My actual experience of fisticuffs is extremely limited…..for that I am most grateful.
From Muhammad Ali in the sixties to Mike Tyson in my youth the heavy hitters have always been my preferred choice. I really don’t like boxing per se but if I was required to choose it would be 30 seconds of brutality over ten rounds of weary hugging.
I well remember shouting at the TV watching middle and feather weight boxers hug their way through seemingly endless rounds.
Never once was I myself tempted to don the gloves and silken shorts to face a pummelling. Even when Rocky was at his height there was no desire to emulate him other than in bouncy child’s play with air punches and movie falls. The closest that I get to the ring is watching exuberant souls bouncing around at the gym as I do my crunches.
In recent years I became friends with those who settled matters among their community with semi organised bare knuckle fights. From time to time these raw scraps will pop up on my Facebook page, bare chested men surrounded by others making sure that there particular set of rules of engagement are adhered to. When the matter is deemed fixed by enough traded blows, handshakes are exchanged and life goes on.
We may look ascance at this way of maintaining order but it works within the environment that these folks live.
The main reason for my mind turning to boxing today was receiving an early morning fist in the face.
I never saw it coming, before there was an opportunity to react, my glasses were lying on the floor having left an indelible mark on and pain in my nose.
The source of the blow was my own right hand.
I had been betrayed by my own flesh and blood and was left nursing the aftermath.
This was no deliberate act, I had been pulling (as it turned out too) firmly on a plastic tie clip and it succumbed to my superior strength. This isn’t the first time that this has happened but it always takes me by surprise, also it seems that I never learn!
With hindsight pushing away from my face should be the desired action in future, but there is no guarantee that I will remember this lesson.
Rolling with the punches is (I suppose) the secondary option of the two available in a fight. The first being that of dodge and block. If the only advice my trainer gave was to roll with the punches then he would be promptly ditched! How about you teach me how not to get punched please and thank you.
And yet that is the general advice or condolence that we so often offer to people in distressing circumstances.
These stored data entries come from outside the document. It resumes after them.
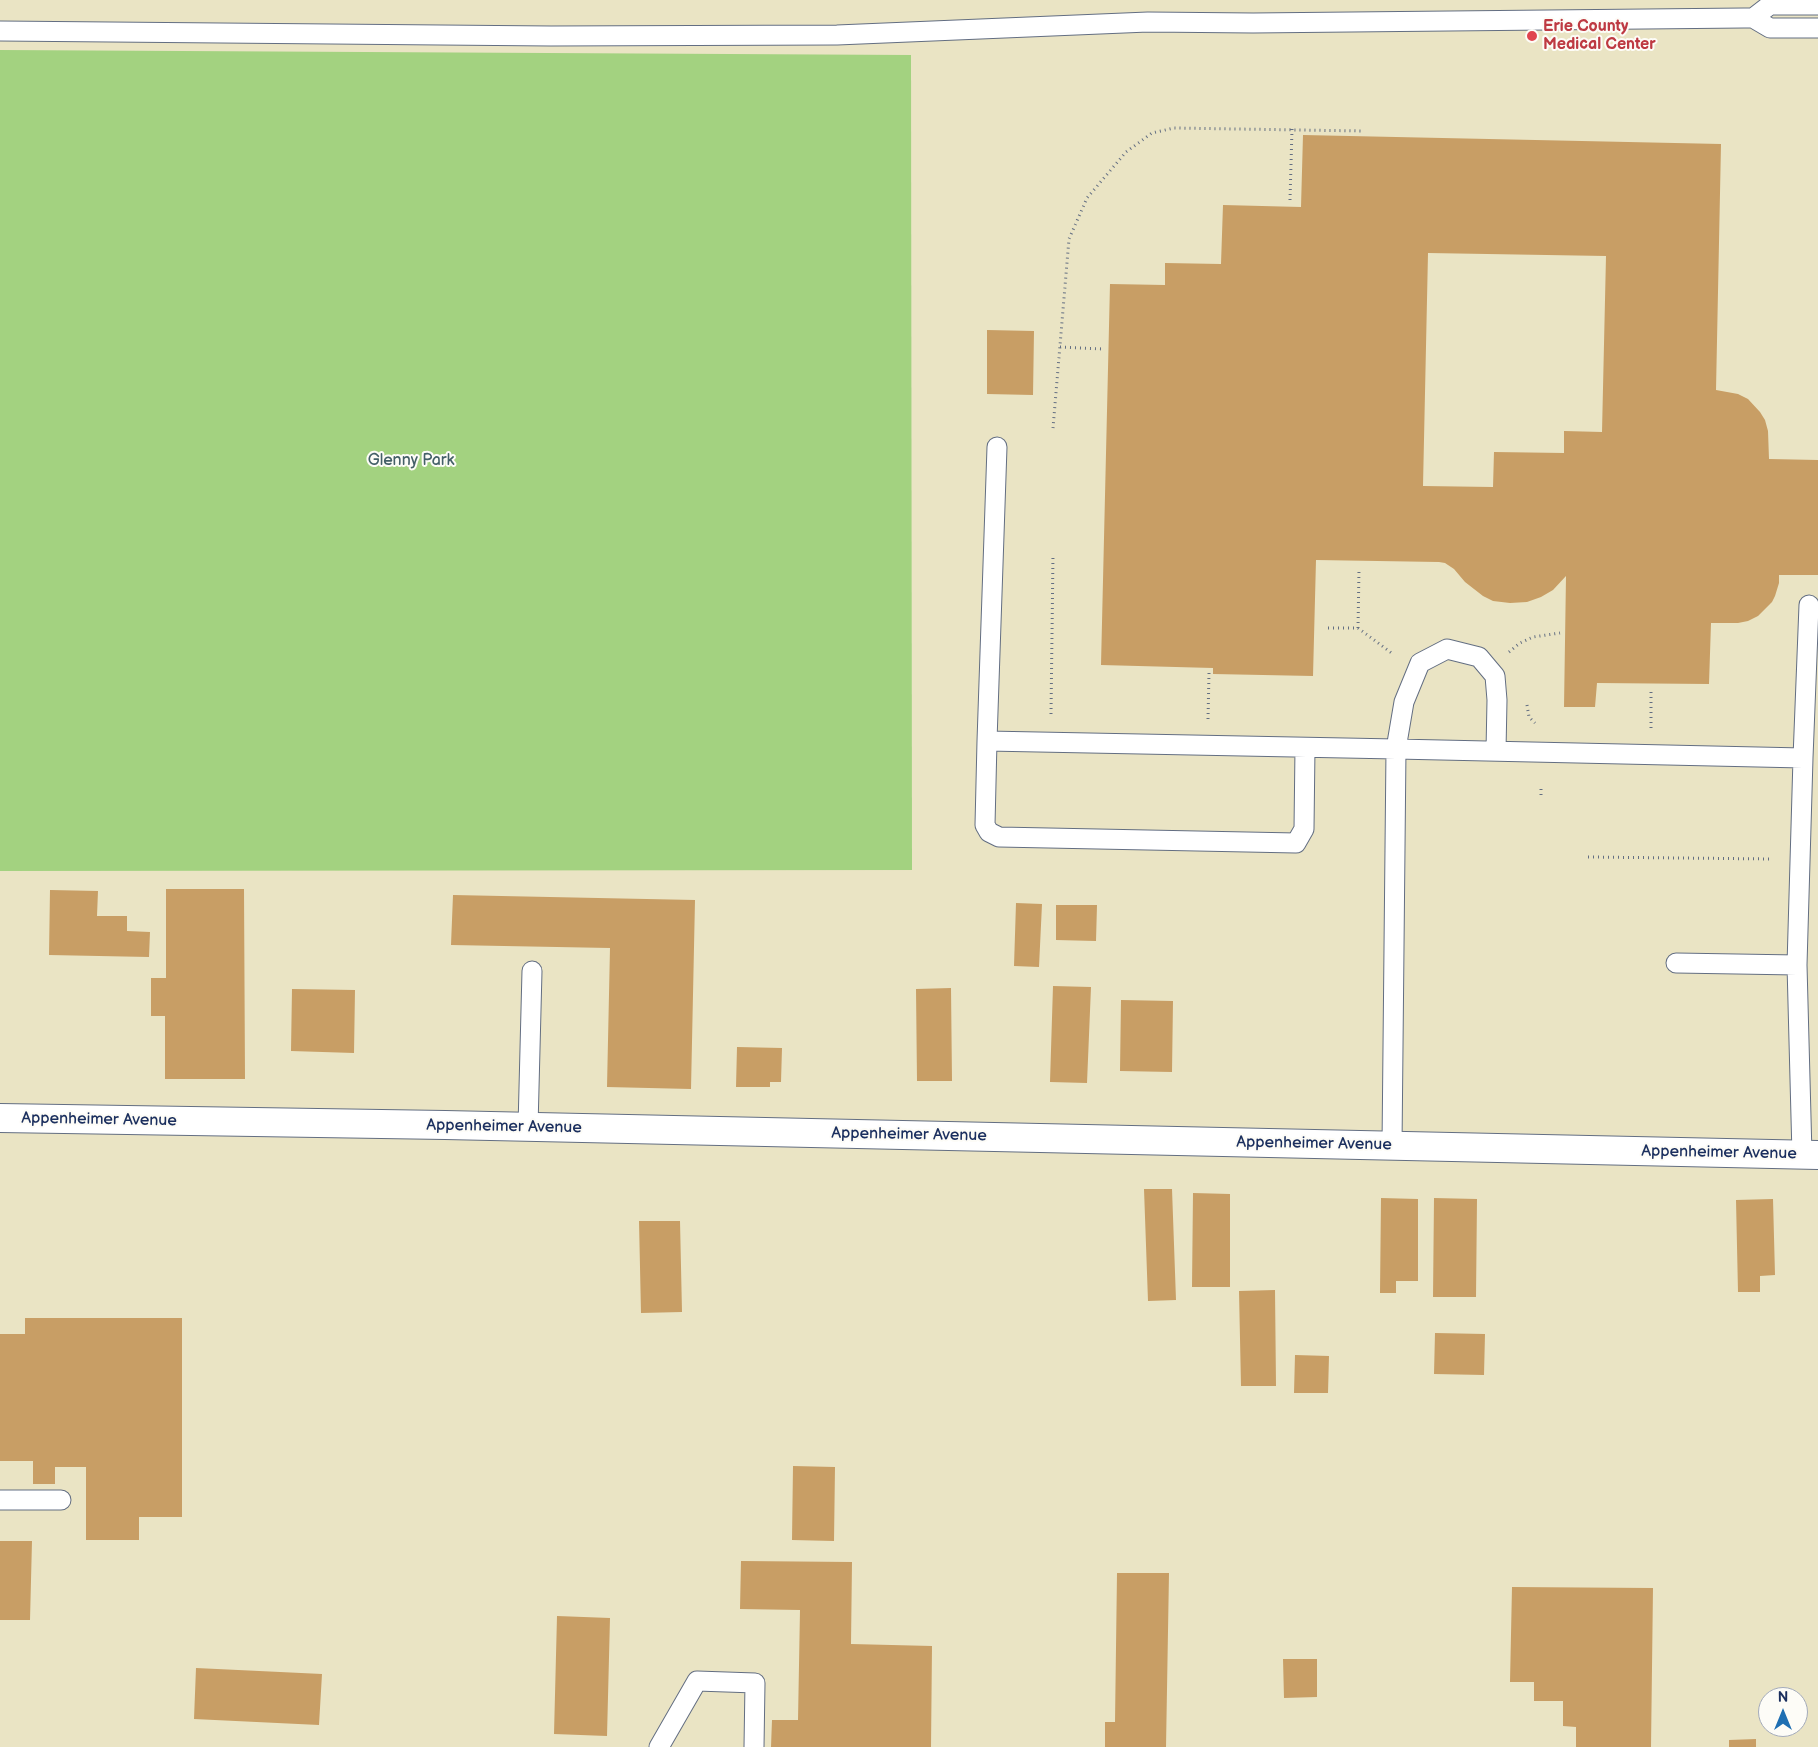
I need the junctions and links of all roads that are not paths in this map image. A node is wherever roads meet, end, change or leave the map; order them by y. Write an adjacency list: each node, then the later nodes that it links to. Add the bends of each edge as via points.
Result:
1 (1818, 5): 2 (lane, via 1770,5)
2 (1753, 18): 3 (lane, via 1770,28); 4 (lane, via 1148,22 827,35)
3 (1818, 28)
4 (0, 31)
5 (998, 447): 7 (lane)
6 (1809, 605): 11 (lane)
7 (987, 741): 8 (lane); 8 (lane, via 985,825 988,832 999,837 1296,843 1304,829)
8 (1305, 748): 9 (lane)
9 (1396, 750): 10 (lane); 10 (lane, via 1404,702 1420,664 1447,649 1479,656 1495,676); 17 (lane)
10 (1496, 751): 11 (lane)
11 (1803, 758): 13 (lane)
12 (1676, 962): 13 (lane)
13 (1797, 965): 18 (lane)
14 (532, 971): 16 (lane)
15 (0, 1118): 16 (street, Appenheimer Avenue)
16 (528, 1127): 17 (street, Appenheimer Avenue)
17 (1392, 1146): 18 (street, Appenheimer Avenue)
18 (1810, 1155)
19 (0, 1500): 20 (lane)
20 (60, 1500)
21 (659, 1747): 22 (lane, via 697,1681 755,1683)
22 (754, 1747)

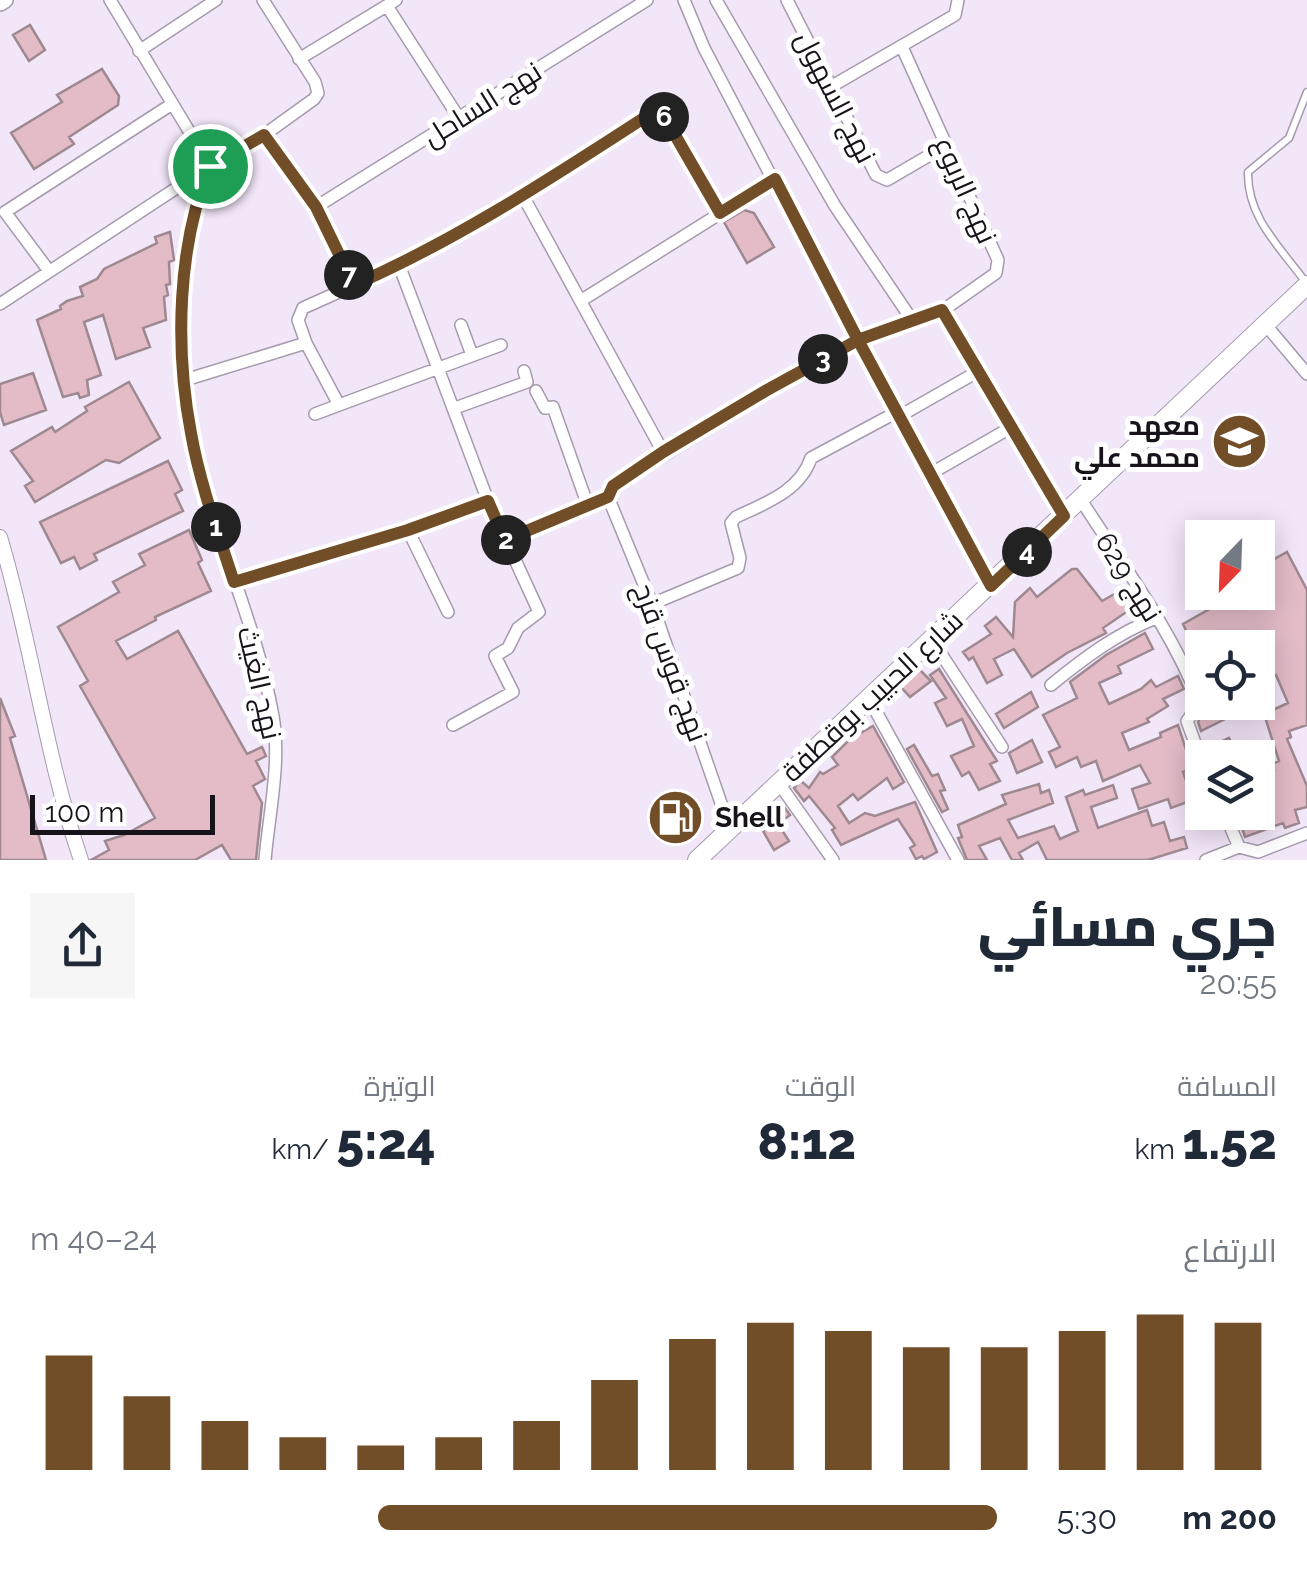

Life inevitably and invariably will sucker punch us, and yes rolling with it is the only real option on most occasions. But, if you are anything like me and my ever unlearning brain there are so many things that we could have dodged or blocked had we just been a bit more tuned in to their imminent arrival.
I take this lesson squarely on the chin today. The pain in my nose will dissipate slowly but the pain of the emotional blows that I have allowed to land unchallenged take a bit longer.
We need to get our defences up against the correct things and stop being everybody’s punch bag.